The synchronization has some issues. There can be a delay in synchroinizing the Activity data between the watch and my phone. Also, Exchange meetings are not kept entirely in sync. Apparently, there is a bug where a meeting accepted in OS X Mail does not make it all the way to the Watch calendar (the meeting does show up on the iPhone). If the meeting is accepted on your iPhone or Apple Watch, the meeting shows up correctly.

Also, sometimes the notifications are delayed or non-existent. For instance, the actual text of iMessages sent to my phone number don’t show up sometimes on the Watch but they do on the phone.

Third-Party Apps are Slow

The apps are slow to launch but hopefully that will improve with a native SDK.

Hard to Read/Touch

The display is not large so expecting to read email or other long messages is difficult. Also, on several third-party apps, the touch targets do not seem large enough. Sometimes though even the Apple “back” upper left navigation is not easy to touch quickly.

Haptic Feedback is Not Always Noticable

The haptic feedback is great but sometimes when you’re busy, the feedback can be ignored. So sometimes, I find notifications on the Watch that I don’t recall being notified by touch. Even with the prominent haptic feedback feature enabled.

Random Thoughts

The Watch is not for Apps like the iPhone

Granted there are many limitations with WatchKit and maybe that will change once a native SDK comes out, but the Apple Watch seems to be focused on non-app behavior. The Clock is the primary app. Glances are the main entrypoint into important apps. Notifications are on the watch as a quick, timely, context-aware, and informative burst of text.
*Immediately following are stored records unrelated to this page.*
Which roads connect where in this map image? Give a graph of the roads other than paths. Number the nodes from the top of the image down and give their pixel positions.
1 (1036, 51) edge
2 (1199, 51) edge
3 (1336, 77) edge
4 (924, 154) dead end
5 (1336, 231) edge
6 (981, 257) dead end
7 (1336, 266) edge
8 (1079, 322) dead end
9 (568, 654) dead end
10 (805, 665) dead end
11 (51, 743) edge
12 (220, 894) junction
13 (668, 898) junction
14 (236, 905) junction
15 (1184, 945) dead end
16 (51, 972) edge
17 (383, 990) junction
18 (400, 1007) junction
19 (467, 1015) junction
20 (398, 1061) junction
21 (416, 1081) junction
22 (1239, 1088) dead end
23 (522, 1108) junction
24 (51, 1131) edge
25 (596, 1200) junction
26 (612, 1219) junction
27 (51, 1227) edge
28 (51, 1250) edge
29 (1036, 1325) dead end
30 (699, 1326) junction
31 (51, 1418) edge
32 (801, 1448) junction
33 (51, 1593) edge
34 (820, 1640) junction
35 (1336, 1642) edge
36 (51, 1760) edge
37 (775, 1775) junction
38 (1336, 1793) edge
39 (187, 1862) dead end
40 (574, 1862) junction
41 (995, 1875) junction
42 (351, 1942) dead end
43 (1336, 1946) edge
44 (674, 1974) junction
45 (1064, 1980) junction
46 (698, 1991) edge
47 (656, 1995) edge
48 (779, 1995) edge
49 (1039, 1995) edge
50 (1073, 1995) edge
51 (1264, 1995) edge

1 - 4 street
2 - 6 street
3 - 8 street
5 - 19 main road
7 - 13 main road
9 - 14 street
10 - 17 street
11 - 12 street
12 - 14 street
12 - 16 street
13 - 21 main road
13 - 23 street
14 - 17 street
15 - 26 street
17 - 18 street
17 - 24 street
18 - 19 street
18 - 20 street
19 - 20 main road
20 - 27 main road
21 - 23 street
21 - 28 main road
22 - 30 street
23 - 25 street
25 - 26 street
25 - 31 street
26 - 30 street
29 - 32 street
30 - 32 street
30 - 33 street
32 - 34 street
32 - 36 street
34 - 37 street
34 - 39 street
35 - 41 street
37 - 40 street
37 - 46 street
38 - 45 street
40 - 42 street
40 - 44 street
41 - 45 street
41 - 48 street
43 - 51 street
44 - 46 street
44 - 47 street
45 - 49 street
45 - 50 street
Apps are a “secondary” feature. Launching the app home screen is actually an impediment to doing something quickly on the watch. And if anything, the Watch is about making more effective use of your time for quick actions.

Dictation is Improved But Not Totally, 100% Accurate

Dictation (not Siri) is improved but it is still troublesome enough that a word in every few sentences is incorrect. The issue is compounded because there is no easy way to correct the dictation.

Siri is more Useful

Easily add a reminder or ask for directions. Siri is gradually more useful and functional.

Calibrating the Watch for Workouts

I took a 30 minute walk outside with my phone. It helps calibrate the Watch, so when you don’t have your iPhone, it should estimate the distance fairly accurately. I hope this is true. Running with an iPhone 6 Plus is not appealing.

Force Touch is not Long Press

Many times, I’ve caught myself doing a long press instead of a more forceful press. Only the forceful press will result in the hidden menus in many apps. I’m not sure I like hiding functionality behind the force touch, but I’m not sure that there was a better solution.

Watch Apps I Use

Third-Party Useful Glances

Other Third-Party Apps

Apple Useful Apps

  • Clock
  • Workout
  • Activity
  • Remote Camera


Ultimately, the value for the Watch for me is two-fold.

First, it is useful for performing quick actions in response to notifications or making quick decisions based in the glances.

Second, it is valuable as an activity tracker. Anything to help my health is a good thing.

I don’t recommend most people get the first generation but there are many future applications of the Watch (as an identity, as a key to other devices/cars, as a small storage of preferences, etc.) that will be potentially compelling in the near future.